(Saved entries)
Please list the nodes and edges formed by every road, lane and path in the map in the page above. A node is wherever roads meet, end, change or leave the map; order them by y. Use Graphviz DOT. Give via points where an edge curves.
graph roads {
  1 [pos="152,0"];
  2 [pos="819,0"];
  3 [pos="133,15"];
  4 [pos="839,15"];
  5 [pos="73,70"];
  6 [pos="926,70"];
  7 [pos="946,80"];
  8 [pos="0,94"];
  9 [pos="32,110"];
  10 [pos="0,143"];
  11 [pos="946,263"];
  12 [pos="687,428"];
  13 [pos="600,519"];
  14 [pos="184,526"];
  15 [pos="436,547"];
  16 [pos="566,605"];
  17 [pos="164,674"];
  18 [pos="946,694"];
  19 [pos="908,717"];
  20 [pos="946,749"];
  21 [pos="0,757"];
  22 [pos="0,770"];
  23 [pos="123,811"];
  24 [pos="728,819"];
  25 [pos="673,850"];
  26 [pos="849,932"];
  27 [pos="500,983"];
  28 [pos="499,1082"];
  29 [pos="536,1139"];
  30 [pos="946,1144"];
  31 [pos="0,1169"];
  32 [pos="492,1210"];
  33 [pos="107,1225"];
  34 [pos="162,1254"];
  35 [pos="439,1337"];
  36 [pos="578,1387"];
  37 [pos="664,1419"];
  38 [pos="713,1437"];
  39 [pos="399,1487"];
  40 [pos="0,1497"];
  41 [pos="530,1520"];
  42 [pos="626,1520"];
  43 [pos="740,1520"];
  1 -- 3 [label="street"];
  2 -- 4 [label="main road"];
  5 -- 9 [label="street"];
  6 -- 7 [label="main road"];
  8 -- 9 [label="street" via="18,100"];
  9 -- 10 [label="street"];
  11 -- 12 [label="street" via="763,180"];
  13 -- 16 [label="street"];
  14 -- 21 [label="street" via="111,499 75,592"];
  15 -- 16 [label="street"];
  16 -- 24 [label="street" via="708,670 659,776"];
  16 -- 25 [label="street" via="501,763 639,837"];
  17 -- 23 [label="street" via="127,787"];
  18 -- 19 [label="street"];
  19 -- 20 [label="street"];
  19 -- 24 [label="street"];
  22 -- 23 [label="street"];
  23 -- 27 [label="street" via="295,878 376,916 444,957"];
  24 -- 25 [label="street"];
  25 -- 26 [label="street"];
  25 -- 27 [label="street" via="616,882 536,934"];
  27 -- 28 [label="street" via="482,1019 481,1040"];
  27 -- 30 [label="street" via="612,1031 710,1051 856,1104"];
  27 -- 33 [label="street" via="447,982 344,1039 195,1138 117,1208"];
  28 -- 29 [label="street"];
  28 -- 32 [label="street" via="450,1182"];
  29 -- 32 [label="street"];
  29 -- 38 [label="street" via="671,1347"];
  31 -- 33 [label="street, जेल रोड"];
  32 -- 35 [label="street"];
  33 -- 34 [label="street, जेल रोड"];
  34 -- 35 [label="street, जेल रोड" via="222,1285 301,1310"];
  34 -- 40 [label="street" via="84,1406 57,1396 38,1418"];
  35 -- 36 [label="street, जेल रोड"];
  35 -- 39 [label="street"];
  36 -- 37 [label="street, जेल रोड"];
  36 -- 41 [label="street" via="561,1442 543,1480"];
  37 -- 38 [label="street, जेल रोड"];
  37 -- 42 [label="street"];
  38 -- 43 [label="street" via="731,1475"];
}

▶ EXERCISE INSTRUCTIONS
Copy every record shown above, exactly and completely.

▶ ANSWER BOX
Please list the nodes and edges formed by every road, lane and path in the map in the page above. A node is wherever roads meet, end, change or leave the map; order them by y. Use Graphviz DOT. Give via points where an edge curves.
graph roads {
  1 [pos="152,0"];
  2 [pos="819,0"];
  3 [pos="133,15"];
  4 [pos="839,15"];
  5 [pos="73,70"];
  6 [pos="926,70"];
  7 [pos="946,80"];
  8 [pos="0,94"];
  9 [pos="32,110"];
  10 [pos="0,143"];
  11 [pos="946,263"];
  12 [pos="687,428"];
  13 [pos="600,519"];
  14 [pos="184,526"];
  15 [pos="436,547"];
  16 [pos="566,605"];
  17 [pos="164,674"];
  18 [pos="946,694"];
  19 [pos="908,717"];
  20 [pos="946,749"];
  21 [pos="0,757"];
  22 [pos="0,770"];
  23 [pos="123,811"];
  24 [pos="728,819"];
  25 [pos="673,850"];
  26 [pos="849,932"];
  27 [pos="500,983"];
  28 [pos="499,1082"];
  29 [pos="536,1139"];
  30 [pos="946,1144"];
  31 [pos="0,1169"];
  32 [pos="492,1210"];
  33 [pos="107,1225"];
  34 [pos="162,1254"];
  35 [pos="439,1337"];
  36 [pos="578,1387"];
  37 [pos="664,1419"];
  38 [pos="713,1437"];
  39 [pos="399,1487"];
  40 [pos="0,1497"];
  41 [pos="530,1520"];
  42 [pos="626,1520"];
  43 [pos="740,1520"];
  1 -- 3 [label="street"];
  2 -- 4 [label="main road"];
  5 -- 9 [label="street"];
  6 -- 7 [label="main road"];
  8 -- 9 [label="street" via="18,100"];
  9 -- 10 [label="street"];
  11 -- 12 [label="street" via="763,180"];
  13 -- 16 [label="street"];
  14 -- 21 [label="street" via="111,499 75,592"];
  15 -- 16 [label="street"];
  16 -- 24 [label="street" via="708,670 659,776"];
  16 -- 25 [label="street" via="501,763 639,837"];
  17 -- 23 [label="street" via="127,787"];
  18 -- 19 [label="street"];
  19 -- 20 [label="street"];
  19 -- 24 [label="street"];
  22 -- 23 [label="street"];
  23 -- 27 [label="street" via="295,878 376,916 444,957"];
  24 -- 25 [label="street"];
  25 -- 26 [label="street"];
  25 -- 27 [label="street" via="616,882 536,934"];
  27 -- 28 [label="street" via="482,1019 481,1040"];
  27 -- 30 [label="street" via="612,1031 710,1051 856,1104"];
  27 -- 33 [label="street" via="447,982 344,1039 195,1138 117,1208"];
  28 -- 29 [label="street"];
  28 -- 32 [label="street" via="450,1182"];
  29 -- 32 [label="street"];
  29 -- 38 [label="street" via="671,1347"];
  31 -- 33 [label="street, जेल रोड"];
  32 -- 35 [label="street"];
  33 -- 34 [label="street, जेल रोड"];
  34 -- 35 [label="street, जेल रोड" via="222,1285 301,1310"];
  34 -- 40 [label="street" via="84,1406 57,1396 38,1418"];
  35 -- 36 [label="street, जेल रोड"];
  35 -- 39 [label="street"];
  36 -- 37 [label="street, जेल रोड"];
  36 -- 41 [label="street" via="561,1442 543,1480"];
  37 -- 38 [label="street, जेल रोड"];
  37 -- 42 [label="street"];
  38 -- 43 [label="street" via="731,1475"];
}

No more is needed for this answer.